Records.
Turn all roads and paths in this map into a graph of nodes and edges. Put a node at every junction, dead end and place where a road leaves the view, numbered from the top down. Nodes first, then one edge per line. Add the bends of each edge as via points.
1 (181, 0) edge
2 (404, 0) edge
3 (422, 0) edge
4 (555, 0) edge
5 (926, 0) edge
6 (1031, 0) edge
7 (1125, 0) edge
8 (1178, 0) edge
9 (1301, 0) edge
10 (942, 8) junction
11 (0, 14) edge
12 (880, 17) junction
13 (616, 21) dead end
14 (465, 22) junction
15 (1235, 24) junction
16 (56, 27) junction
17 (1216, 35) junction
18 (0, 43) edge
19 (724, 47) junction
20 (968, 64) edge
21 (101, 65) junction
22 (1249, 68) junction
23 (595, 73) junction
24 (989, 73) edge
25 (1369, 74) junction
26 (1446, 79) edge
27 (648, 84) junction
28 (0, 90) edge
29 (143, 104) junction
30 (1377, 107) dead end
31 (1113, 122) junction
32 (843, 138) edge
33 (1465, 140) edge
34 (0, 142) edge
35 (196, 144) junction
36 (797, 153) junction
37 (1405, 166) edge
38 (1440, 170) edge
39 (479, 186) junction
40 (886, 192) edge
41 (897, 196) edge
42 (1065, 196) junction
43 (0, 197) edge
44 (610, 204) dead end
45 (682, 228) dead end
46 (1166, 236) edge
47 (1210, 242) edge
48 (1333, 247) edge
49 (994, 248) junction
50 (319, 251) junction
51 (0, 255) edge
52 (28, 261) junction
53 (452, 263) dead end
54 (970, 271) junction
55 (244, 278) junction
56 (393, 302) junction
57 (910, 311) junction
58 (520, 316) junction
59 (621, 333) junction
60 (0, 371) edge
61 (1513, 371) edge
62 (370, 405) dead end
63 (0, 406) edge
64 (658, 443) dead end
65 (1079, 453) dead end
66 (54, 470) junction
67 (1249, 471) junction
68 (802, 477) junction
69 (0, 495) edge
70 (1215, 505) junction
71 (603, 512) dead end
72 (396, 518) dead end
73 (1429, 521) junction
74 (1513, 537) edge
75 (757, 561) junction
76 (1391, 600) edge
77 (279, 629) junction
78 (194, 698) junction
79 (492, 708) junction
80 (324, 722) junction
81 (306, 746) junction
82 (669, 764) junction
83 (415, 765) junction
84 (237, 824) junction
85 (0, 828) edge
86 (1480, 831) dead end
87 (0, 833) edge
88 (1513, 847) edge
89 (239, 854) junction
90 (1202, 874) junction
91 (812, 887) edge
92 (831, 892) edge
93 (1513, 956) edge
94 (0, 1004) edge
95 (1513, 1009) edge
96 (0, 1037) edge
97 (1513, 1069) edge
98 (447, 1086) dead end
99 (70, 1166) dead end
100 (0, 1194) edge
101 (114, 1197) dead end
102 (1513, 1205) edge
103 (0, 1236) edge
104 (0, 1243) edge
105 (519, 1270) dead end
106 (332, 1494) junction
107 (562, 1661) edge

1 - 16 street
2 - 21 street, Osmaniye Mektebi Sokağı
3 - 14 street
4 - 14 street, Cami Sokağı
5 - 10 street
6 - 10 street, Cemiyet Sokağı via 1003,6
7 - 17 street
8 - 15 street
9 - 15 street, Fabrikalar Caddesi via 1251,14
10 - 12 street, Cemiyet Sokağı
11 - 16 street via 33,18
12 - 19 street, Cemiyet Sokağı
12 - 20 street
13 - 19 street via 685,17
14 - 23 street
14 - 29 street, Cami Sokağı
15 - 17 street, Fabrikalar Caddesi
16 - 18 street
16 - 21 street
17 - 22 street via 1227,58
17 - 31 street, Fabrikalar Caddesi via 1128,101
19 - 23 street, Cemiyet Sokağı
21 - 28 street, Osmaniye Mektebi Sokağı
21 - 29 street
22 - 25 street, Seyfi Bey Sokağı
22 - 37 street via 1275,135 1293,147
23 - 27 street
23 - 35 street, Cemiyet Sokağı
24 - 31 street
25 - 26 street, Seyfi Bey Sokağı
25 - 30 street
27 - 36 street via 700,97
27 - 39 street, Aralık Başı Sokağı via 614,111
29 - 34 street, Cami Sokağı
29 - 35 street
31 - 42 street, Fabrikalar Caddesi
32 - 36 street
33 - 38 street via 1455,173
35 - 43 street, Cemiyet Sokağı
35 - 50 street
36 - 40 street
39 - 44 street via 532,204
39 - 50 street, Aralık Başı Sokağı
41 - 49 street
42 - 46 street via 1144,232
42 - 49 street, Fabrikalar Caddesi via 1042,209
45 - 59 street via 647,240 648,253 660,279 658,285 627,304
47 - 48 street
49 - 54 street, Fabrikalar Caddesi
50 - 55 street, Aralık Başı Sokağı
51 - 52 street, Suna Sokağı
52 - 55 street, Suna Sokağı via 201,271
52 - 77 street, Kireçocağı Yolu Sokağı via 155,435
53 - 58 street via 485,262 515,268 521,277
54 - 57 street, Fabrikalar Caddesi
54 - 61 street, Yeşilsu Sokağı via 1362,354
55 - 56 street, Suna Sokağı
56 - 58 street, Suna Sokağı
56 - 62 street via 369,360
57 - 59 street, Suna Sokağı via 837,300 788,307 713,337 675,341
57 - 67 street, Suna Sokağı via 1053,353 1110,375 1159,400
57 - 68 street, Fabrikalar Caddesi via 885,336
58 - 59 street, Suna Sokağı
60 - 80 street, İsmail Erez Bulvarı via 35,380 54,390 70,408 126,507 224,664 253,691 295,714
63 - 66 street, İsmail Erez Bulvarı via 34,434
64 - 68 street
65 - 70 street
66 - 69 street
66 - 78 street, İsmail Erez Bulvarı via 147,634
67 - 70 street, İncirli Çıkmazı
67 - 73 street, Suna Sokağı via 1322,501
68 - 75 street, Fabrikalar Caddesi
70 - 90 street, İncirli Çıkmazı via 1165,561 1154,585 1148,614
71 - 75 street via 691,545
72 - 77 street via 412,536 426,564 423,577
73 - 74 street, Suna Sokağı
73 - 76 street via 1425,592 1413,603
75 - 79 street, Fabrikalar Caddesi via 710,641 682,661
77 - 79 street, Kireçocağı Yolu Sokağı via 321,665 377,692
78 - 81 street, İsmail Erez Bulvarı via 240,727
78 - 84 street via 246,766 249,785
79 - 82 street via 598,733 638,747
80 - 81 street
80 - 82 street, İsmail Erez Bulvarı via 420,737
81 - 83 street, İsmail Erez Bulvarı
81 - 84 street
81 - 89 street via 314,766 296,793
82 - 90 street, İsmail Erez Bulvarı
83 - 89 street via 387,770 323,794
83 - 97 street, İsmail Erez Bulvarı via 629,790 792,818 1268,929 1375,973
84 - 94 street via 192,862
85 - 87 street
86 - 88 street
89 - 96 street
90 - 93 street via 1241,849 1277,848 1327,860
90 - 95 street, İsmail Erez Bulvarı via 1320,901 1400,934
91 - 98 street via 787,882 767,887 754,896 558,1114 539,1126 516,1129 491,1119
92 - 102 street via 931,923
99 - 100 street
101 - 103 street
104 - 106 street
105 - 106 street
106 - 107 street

Required action. Among the entries above, how many lines include the word "Mektebi"? Give the number with no comment.

Output of the exercise. 2